• [PROBLEM REQUIREMENTS] Scan the lines below; pull out those with "linecap".
Start of THE INPUT
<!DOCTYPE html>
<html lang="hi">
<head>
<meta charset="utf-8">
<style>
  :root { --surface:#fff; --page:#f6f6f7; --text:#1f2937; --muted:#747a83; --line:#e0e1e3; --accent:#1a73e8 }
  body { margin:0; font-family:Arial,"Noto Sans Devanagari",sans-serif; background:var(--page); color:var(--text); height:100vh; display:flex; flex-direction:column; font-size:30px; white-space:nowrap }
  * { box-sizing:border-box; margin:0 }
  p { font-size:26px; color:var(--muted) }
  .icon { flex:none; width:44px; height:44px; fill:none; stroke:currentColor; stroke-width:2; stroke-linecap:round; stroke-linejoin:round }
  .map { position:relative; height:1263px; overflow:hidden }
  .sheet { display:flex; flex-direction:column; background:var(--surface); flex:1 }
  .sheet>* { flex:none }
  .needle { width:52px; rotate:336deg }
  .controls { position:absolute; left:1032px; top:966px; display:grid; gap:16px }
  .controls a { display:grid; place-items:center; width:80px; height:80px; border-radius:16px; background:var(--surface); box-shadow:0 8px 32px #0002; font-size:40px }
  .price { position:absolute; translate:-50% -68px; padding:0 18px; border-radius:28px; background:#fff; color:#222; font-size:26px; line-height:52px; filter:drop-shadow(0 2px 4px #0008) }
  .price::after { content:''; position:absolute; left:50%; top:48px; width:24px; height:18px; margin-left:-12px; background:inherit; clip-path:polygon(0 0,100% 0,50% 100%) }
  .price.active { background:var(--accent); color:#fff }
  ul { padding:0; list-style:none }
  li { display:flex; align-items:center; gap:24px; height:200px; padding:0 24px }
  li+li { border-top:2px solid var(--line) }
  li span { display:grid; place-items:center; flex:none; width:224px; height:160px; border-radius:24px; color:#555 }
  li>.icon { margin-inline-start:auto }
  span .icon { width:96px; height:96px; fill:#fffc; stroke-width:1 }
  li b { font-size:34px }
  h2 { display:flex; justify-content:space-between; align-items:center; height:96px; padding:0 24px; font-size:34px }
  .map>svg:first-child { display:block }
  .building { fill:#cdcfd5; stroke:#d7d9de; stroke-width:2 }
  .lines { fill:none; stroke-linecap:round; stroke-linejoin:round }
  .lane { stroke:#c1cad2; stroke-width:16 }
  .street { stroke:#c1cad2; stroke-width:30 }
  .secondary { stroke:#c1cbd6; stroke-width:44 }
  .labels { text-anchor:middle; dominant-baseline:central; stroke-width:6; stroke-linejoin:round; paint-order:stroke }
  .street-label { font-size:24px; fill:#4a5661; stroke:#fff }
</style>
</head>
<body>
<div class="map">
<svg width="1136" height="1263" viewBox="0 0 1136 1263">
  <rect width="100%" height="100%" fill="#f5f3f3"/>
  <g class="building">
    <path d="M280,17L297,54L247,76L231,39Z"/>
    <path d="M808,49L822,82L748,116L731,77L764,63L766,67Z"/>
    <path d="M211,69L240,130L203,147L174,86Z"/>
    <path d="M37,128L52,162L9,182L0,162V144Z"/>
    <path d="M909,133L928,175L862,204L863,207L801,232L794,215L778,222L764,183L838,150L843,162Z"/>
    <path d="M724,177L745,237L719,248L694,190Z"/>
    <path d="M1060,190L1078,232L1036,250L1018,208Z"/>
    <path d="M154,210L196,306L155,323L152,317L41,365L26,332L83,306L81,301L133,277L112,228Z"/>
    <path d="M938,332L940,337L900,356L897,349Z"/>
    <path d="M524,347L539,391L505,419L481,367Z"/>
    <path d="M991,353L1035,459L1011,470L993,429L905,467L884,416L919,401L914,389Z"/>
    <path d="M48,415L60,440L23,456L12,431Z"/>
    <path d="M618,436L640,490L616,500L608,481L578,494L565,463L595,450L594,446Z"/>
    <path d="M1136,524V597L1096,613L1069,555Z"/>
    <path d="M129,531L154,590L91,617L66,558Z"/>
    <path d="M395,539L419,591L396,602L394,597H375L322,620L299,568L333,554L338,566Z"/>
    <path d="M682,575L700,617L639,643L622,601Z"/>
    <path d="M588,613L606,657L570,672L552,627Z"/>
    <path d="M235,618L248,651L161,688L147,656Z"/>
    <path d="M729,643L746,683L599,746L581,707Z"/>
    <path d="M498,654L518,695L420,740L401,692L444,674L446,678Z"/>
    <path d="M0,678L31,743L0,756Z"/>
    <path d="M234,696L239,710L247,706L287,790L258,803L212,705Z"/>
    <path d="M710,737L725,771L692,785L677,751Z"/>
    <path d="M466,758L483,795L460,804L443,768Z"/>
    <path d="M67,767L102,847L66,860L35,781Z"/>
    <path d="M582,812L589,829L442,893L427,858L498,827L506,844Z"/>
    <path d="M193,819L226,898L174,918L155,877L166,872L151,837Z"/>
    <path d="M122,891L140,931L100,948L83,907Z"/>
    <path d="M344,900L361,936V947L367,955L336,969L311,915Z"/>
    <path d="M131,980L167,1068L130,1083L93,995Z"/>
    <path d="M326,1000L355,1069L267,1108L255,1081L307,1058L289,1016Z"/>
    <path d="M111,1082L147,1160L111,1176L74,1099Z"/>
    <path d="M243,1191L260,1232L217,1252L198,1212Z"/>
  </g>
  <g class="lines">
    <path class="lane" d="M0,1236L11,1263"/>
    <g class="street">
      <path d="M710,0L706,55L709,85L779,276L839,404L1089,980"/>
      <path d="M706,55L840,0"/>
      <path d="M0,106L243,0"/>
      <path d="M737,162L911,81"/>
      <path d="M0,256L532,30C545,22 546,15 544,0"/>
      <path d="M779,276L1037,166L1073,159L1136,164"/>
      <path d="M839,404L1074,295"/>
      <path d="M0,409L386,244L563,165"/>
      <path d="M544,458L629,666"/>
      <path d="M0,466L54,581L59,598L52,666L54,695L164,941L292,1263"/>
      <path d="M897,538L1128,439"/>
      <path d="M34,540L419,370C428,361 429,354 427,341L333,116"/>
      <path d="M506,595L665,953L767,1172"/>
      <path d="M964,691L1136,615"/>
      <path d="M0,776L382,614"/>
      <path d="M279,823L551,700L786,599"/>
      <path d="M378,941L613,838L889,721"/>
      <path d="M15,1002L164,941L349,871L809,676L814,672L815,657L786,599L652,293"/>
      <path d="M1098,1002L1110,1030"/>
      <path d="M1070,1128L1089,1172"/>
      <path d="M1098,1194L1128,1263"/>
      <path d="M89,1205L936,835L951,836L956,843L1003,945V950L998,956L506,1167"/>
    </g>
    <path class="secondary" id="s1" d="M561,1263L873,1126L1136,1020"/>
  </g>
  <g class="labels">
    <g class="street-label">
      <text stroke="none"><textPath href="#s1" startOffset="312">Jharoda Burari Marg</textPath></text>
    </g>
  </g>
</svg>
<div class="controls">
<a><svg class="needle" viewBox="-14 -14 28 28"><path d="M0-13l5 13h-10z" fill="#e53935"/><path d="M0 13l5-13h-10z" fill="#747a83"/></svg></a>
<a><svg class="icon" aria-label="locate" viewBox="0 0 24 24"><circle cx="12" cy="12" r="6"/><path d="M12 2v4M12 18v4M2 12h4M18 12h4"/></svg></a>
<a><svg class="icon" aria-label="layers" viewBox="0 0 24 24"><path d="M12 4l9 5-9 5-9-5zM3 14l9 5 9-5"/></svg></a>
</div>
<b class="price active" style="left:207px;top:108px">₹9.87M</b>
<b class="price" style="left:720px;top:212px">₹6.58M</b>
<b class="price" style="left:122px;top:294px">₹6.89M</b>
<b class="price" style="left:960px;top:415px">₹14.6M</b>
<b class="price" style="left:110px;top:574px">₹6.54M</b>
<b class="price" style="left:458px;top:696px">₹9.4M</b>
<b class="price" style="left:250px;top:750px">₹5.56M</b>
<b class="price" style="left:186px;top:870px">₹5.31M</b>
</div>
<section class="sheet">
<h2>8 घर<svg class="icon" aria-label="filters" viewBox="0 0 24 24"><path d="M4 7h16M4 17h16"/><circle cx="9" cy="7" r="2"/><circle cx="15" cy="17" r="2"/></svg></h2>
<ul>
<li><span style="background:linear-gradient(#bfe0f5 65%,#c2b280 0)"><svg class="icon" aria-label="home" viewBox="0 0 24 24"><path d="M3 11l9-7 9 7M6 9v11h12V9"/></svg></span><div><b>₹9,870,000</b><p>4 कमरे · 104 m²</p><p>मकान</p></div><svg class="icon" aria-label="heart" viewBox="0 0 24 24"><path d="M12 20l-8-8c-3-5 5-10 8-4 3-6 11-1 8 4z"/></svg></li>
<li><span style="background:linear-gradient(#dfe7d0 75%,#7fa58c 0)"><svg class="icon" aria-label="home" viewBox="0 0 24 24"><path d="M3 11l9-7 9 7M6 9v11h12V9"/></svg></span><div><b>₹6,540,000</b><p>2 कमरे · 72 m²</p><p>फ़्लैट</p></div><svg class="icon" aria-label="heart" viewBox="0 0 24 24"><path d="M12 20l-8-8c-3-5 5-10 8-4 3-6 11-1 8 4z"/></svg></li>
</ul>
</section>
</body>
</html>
End of THE INPUT
• [EXERCISE SOLUTION]
  .icon { flex:none; width:44px; height:44px; fill:none; stroke:currentColor; stroke-width:2; stroke-linecap:round; stroke-linejoin:round }
  .lines { fill:none; stroke-linecap:round; stroke-linejoin:round }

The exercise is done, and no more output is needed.